Only what runs from the line with "<button>+</button>" to the final line of the records below should be given again, word for word.

[Provided material Boundary: Start]

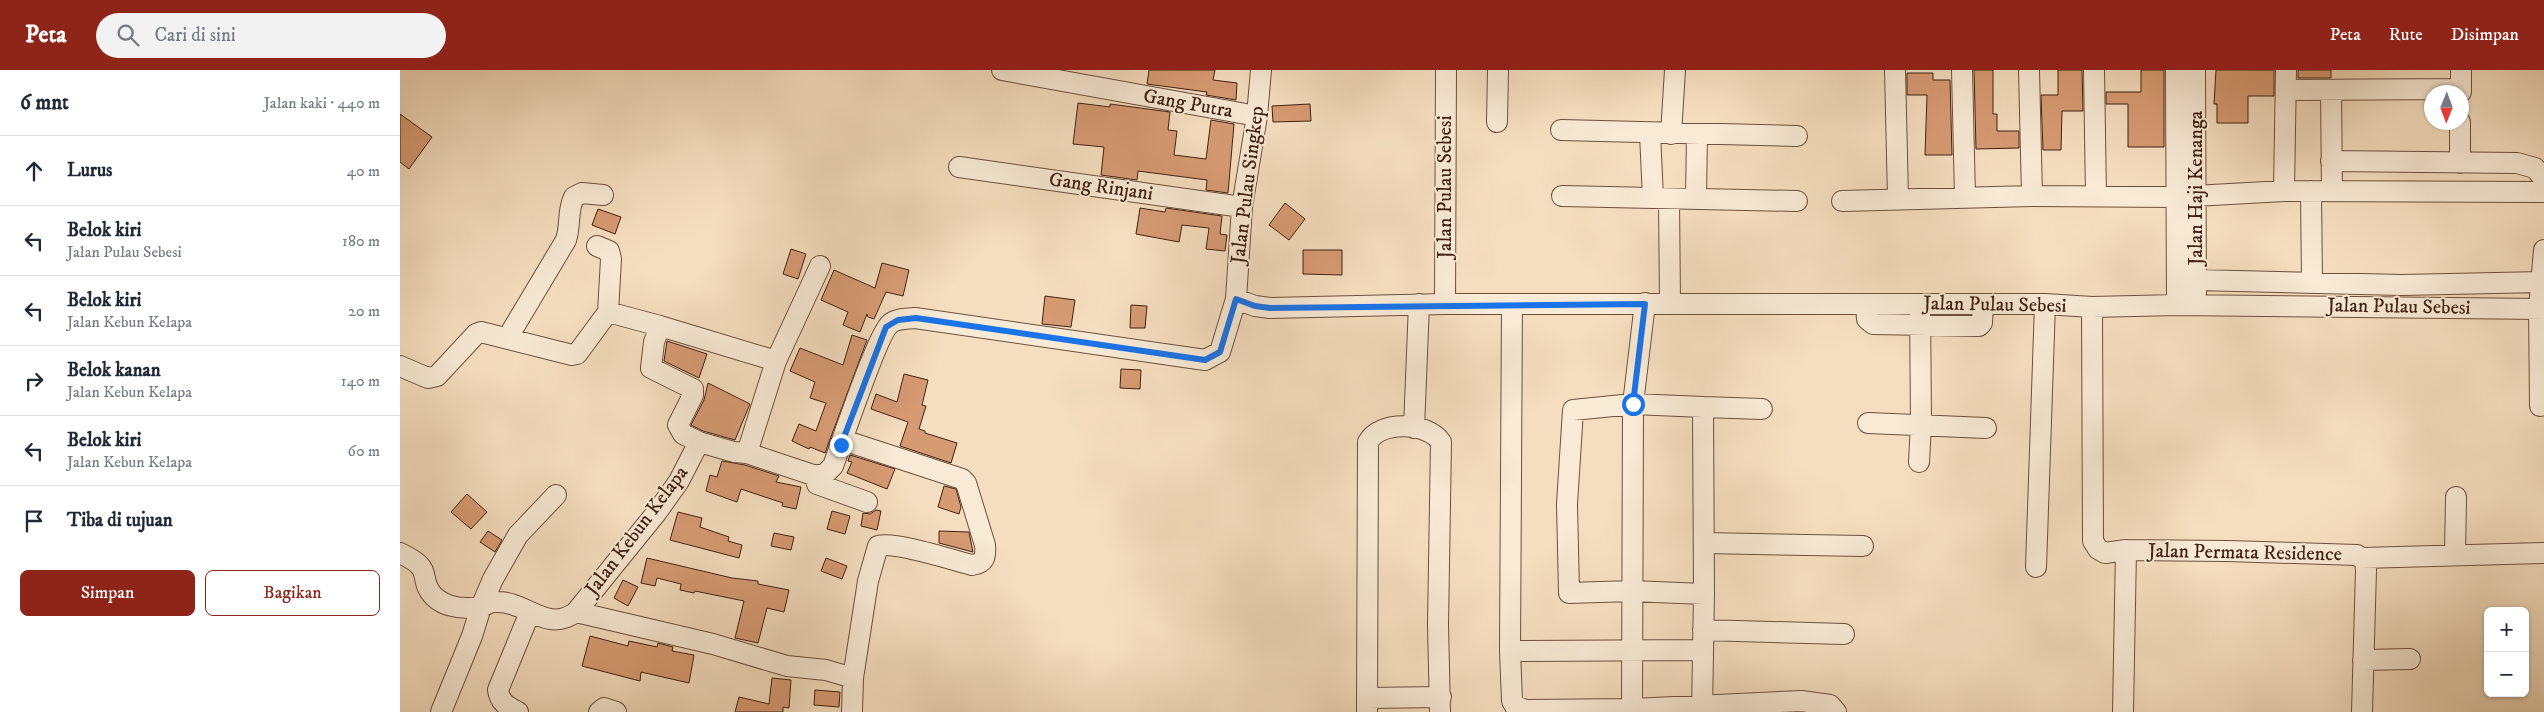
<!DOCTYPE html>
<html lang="id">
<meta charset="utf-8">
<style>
:root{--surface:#fff;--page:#f2f2f3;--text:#1f2937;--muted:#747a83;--line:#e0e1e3;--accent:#8f2418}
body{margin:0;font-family:"IM FELL DW Pica",serif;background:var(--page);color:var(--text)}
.controls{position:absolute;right:15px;bottom:15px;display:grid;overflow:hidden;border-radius:8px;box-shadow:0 1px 4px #0004}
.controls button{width:45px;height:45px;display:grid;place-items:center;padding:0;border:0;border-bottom:1px solid var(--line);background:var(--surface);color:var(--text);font:25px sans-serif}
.compass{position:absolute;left:2024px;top:15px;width:45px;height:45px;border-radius:50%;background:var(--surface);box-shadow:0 1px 4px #0004;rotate:181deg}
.stop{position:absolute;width:15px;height:15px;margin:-11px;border:4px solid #1a73e8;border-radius:50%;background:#fff}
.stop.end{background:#1a73e8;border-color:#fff;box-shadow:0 1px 5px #0008}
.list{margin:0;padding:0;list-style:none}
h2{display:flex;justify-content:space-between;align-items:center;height:65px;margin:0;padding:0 20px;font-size:21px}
h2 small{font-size:16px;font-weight:400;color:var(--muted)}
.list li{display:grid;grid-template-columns:32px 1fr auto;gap:15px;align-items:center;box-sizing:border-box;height:70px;padding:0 20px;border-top:1px solid var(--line)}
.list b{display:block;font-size:19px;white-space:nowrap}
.list p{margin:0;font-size:16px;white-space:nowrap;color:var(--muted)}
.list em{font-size:16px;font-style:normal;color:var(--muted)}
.actions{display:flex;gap:10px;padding:15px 20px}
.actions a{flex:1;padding:11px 0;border:1px solid var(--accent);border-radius:8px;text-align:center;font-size:18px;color:var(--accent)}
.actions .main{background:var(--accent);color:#fff}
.icon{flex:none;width:28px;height:28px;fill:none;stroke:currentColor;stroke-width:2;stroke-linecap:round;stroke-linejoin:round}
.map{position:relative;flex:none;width:2144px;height:642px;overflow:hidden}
header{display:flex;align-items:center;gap:30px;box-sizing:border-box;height:70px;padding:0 25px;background:var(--accent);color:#fff}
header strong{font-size:24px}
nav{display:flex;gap:28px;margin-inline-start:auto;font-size:18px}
.search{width:350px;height:45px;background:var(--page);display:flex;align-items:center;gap:12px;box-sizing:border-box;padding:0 18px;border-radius:28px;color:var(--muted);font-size:19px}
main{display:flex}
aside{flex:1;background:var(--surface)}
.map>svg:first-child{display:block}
.building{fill:#d79b73;stroke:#402112}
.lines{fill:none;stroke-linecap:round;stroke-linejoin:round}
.minor-casing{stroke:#6d503d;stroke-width:22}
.minor{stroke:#f8ead5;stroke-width:20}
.route{stroke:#1a73e8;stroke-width:6}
.labels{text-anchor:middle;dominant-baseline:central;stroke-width:4;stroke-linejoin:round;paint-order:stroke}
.street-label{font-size:20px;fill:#402112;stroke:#f8ead5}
</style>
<header>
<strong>Peta</strong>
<div class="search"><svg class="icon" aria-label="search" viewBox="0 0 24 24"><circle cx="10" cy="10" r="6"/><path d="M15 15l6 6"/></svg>Cari di sini</div>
<nav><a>Peta</a><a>Rute</a><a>Disimpan</a></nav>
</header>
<main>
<aside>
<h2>6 mnt<small>Jalan kaki · 440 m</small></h2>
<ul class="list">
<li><svg class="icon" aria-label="ahead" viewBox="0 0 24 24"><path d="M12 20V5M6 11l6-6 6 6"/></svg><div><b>Lurus</b></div><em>40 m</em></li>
<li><svg class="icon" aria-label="left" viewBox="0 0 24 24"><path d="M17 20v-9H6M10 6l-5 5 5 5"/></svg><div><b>Belok kiri</b><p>Jalan Pulau Sebesi</p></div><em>180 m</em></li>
<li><svg class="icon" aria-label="left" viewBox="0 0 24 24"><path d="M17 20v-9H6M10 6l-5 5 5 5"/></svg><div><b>Belok kiri</b><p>Jalan Kebun Kelapa</p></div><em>20 m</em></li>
<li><svg class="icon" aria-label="right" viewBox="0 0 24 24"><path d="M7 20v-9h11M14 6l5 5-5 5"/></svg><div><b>Belok kanan</b><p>Jalan Kebun Kelapa</p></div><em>140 m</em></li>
<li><svg class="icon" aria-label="left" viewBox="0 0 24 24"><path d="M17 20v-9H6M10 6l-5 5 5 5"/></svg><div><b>Belok kiri</b><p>Jalan Kebun Kelapa</p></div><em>60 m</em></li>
<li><svg class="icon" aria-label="arrive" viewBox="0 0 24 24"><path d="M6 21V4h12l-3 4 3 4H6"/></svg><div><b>Tiba di tujuan</b></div></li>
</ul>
<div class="actions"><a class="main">Simpan</a><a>Bagikan</a></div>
</aside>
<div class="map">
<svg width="2144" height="642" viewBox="0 0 2144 642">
<rect width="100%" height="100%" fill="#f5debf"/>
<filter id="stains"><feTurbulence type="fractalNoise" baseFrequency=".004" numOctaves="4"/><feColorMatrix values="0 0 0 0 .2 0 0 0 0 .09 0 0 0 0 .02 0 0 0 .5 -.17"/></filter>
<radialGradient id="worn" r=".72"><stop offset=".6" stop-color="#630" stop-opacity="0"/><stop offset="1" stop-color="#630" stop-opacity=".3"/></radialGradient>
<path class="building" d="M 749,0 L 815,0 L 813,10 L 837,13 L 836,30 L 806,25 L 807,22 L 747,14 Z
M 1574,0 L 1593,0 L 1593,44 L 1597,44 L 1597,61 L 1619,61 L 1619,78 L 1576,79 Z
M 1658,0 L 1682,0 L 1683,41 L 1662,41 L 1661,80 L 1643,80 L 1641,25 L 1658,25 Z
M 1741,0 L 1764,0 L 1764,77 L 1728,77 L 1728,34 L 1706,34 L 1706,22 L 1741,22 Z
M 1816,0 L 1874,0 L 1874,26 L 1848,26 L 1848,53 L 1817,53 L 1817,34 L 1814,34 Z
M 1898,0 L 1931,0 L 1931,8 L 1898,8 Z
M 1507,3 L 1533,3 L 1533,10 L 1550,10 L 1552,85 L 1525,85 L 1527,25 L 1507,25 Z
M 678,33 L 710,37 L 710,34 L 770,42 L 768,60 L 777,61 L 774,85 L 806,89 L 811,50 L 834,54 L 828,123 L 806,120 L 807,110 L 738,101 L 737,110 L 701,105 L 704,77 L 673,74 Z
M 910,34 L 911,51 L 873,52 L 872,36 Z
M 0,44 L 32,67 L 9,99 L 0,92 Z
M 885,133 L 905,149 L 889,170 L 869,155 Z
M 740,138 L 765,142 L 766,138 L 822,146 L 820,164 L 827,165 L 825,181 L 806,179 L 809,158 L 782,155 L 779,172 L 736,164 Z
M 198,139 L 221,147 L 215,164 L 192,155 Z
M 391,179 L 406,184 L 398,209 L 383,204 Z
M 903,180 L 942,180 L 942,205 L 903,204 Z
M 482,193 L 509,200 L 503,226 L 486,222 L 474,249 L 468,247 L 467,244 L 460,262 L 443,255 L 448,242 L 421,230 L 434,200 L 475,218 Z
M 645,226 L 675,230 L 671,257 L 642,254 Z
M 731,235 L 747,236 L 745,258 L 730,258 Z
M 452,265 L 467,270 L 425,383 L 410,377 L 409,379 L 392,371 L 399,354 L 416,361 L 426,333 L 410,328 L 415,312 L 390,301 L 400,278 L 443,295 Z
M 267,271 L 307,284 L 299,308 L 264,291 Z
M 721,299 L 741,300 L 740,319 L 720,318 Z
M 504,304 L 528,310 L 522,335 L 526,336 L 519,359 L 525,361 L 525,363 L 557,373 L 551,393 L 500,376 L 508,352 L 471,339 L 476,324 L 497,332 Z
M 308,313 L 350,334 L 335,370 L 303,361 L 291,355 L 304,330 Z
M 450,385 L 495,399 L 487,419 L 447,403 L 452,392 L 448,391 Z
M 322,391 L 345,395 L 379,406 L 376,412 L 401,417 L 396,439 L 382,436 L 383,433 L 341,419 L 337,432 L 306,421 L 310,405 L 317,407 Z
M 544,416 L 556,419 L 561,437 L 559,444 L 538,437 Z
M 67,424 L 87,442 L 71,459 L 51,442 Z
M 476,440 L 481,441 L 477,460 L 461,456 L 463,443 L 470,444 Z
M 432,441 L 450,446 L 445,464 L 427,459 Z
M 278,442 L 302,448 L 300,457 L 329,467 L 328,471 L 342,475 L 339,488 L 270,470 Z
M 88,461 L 102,470 L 95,482 L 80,472 Z
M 539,461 L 569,462 L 573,482 L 539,473 Z
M 374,463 L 394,467 L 391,480 L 371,476 Z
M 247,488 L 332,508 L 358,511 L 358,514 L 389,520 L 384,542 L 367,538 L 358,573 L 335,568 L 344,531 L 295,521 L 294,523 L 280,520 L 281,514 L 257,508 L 255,516 L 241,513 Z
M 426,488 L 447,496 L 442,509 L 421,501 Z
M 223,510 L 238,517 L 228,536 L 214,528 Z
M 190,566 L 228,576 L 229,571 L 257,577 L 258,573 L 273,577 L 272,581 L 294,585 L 289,613 L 241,602 L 240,611 L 182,596 Z
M 372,608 L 391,610 L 389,638 L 383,637 L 383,642 L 335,642 L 339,627 L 369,634 Z
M 415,620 L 440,622 L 439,637 L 414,635 Z"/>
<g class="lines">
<defs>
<path id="minor" d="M 602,0 L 857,46
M 1495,0 L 1498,128
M 1562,0 L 1565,127
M 1629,0 L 1632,126
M 1694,0 L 1696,126
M 1776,0 L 1777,235
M 1795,0 L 1796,223
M 1886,20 L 2061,19
M 1931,20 L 1932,120
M 2061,22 L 2061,0
M 1097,52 L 1098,0
M 1161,60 L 1397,66
M 1250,64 L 1253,128
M 1271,64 L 1275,0
M 1931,91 L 2117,93 L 2135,98 L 2144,109
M 2060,93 L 2060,52
M 559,97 L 842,137
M 1884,121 L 1886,0
M 1911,121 L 1912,212
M 1162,126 L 1397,131
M 1296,128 L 1297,64
M 1269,129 L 1270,234
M 1442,131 L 1632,126 L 1776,127 L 1884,121 L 2144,122
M 197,176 L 209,181 L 211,189 L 208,242 L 260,256 L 254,272 L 251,298 L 293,319 L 293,325 L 278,355 L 283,364 L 299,372
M 1796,210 L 2002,215 L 2144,212
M 836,229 L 855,236 L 870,238 L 1045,234 L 1645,234 L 1692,237 L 1777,235 L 2144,239
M 1045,234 L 1046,0
M 1112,234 L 1110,581 L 1112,631 L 1115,636 L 1126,640 L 1232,639 L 1401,631 L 1430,635 L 1436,642
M 1466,235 L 1467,249 L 1473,254 L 1579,256 L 1582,253 L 1583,234
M 1692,237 L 1693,471 L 1698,479 L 1705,483 L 1726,480 L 1827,481 L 1957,485 L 1965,491 L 1966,500 L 1962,642
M 260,256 L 376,291
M 108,267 L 166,170 C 171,155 167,141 174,127 L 182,123 L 203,125
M 0,296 L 28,308 L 37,306 L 76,264 L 81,262 L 172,285 L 177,284 L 208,242
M 2140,336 L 2139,239 L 2144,180
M 1303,337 L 1362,339
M 1468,353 L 1586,358
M 1014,358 L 1019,234
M 443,370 L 562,409 L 566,413 L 585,475 C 586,487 585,493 572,495 C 552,490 495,471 478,476 L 468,511 L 453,608
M 347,383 L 376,291 L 420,196
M 1519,392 L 1521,354 L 1520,234
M 416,406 L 417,414 L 467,432
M 1304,473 L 1463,476
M 0,483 C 6,486 15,490 20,496 C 26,502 24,511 28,518 C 37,537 62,540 81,537 L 93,509 L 118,465 L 156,425
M 2055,485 L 2056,427
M 1962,488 L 2144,483
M 1636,497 L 1645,234
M 176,542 L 313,574 L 387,596 L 426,600 L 453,608 L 452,642
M 1303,560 L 1444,564
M 1110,581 L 1303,580
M 1963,590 L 2010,589
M 967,628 L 1041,627
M 1232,639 L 1233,334 L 1245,233
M 41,642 L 72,566 L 81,537 C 85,535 90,532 95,532 C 126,530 146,564 176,542 L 257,442 L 279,411 L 299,372 L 334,382 L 347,383 L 416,406 L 426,403 L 433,396 C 441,374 478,263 490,254 C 496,248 507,249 515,248 L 805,290 L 820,282 L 836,229 L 842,137 L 857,46 L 861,0
M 118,642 C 107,636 100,633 98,620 L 130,542
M 199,642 L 204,638 L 216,642
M 967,642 L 968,372 C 980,350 1028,352 1041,372 L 1038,555 L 1040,642
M 1302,642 L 1304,524 L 1303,337 L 1233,334 L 1173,340 L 1167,434 L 1169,523 L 1231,521 L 1304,524
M 1723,642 L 1726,480"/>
</defs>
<use href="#minor" class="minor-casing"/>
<use href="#minor" class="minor"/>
</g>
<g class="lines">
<path class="route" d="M 441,375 L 486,257 L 498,250 L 516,248 L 805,290 L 820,282 L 836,229 L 855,236 L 870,238 L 1245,234 L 1233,334"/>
</g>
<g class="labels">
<g class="street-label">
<text transform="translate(788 34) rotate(10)">Gang Putra</text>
<text transform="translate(848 115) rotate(-83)">Jalan Pulau Singkep</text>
<text transform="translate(701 117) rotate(8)">Gang Rinjani</text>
<text transform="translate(1045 117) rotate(-90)">Jalan Pulau Sebesi</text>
<text transform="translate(1796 118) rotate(-90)">Jalan Haji Kenanga</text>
<text transform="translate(1595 235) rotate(1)">Jalan Pulau Sebesi</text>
<text transform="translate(1999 237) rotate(1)">Jalan Pulau Sebesi</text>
<text transform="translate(237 461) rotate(-53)">Jalan Kebun Kelapa</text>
<text transform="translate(1845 483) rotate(1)">Jalan Permata Residence</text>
</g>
</g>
<rect width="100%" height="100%" filter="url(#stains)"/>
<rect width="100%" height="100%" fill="url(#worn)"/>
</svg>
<div class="controls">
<button>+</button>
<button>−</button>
</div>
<svg class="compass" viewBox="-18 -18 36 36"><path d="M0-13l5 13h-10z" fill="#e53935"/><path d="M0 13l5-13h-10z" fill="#747a83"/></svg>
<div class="stop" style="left:1233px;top:334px"></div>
<div class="stop end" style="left:441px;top:375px"></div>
</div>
</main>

[Provided material Boundary: End]

Solution for this task:
<button>+</button>
<button>−</button>
</div>
<svg class="compass" viewBox="-18 -18 36 36"><path d="M0-13l5 13h-10z" fill="#e53935"/><path d="M0 13l5-13h-10z" fill="#747a83"/></svg>
<div class="stop" style="left:1233px;top:334px"></div>
<div class="stop end" style="left:441px;top:375px"></div>
</div>
</main>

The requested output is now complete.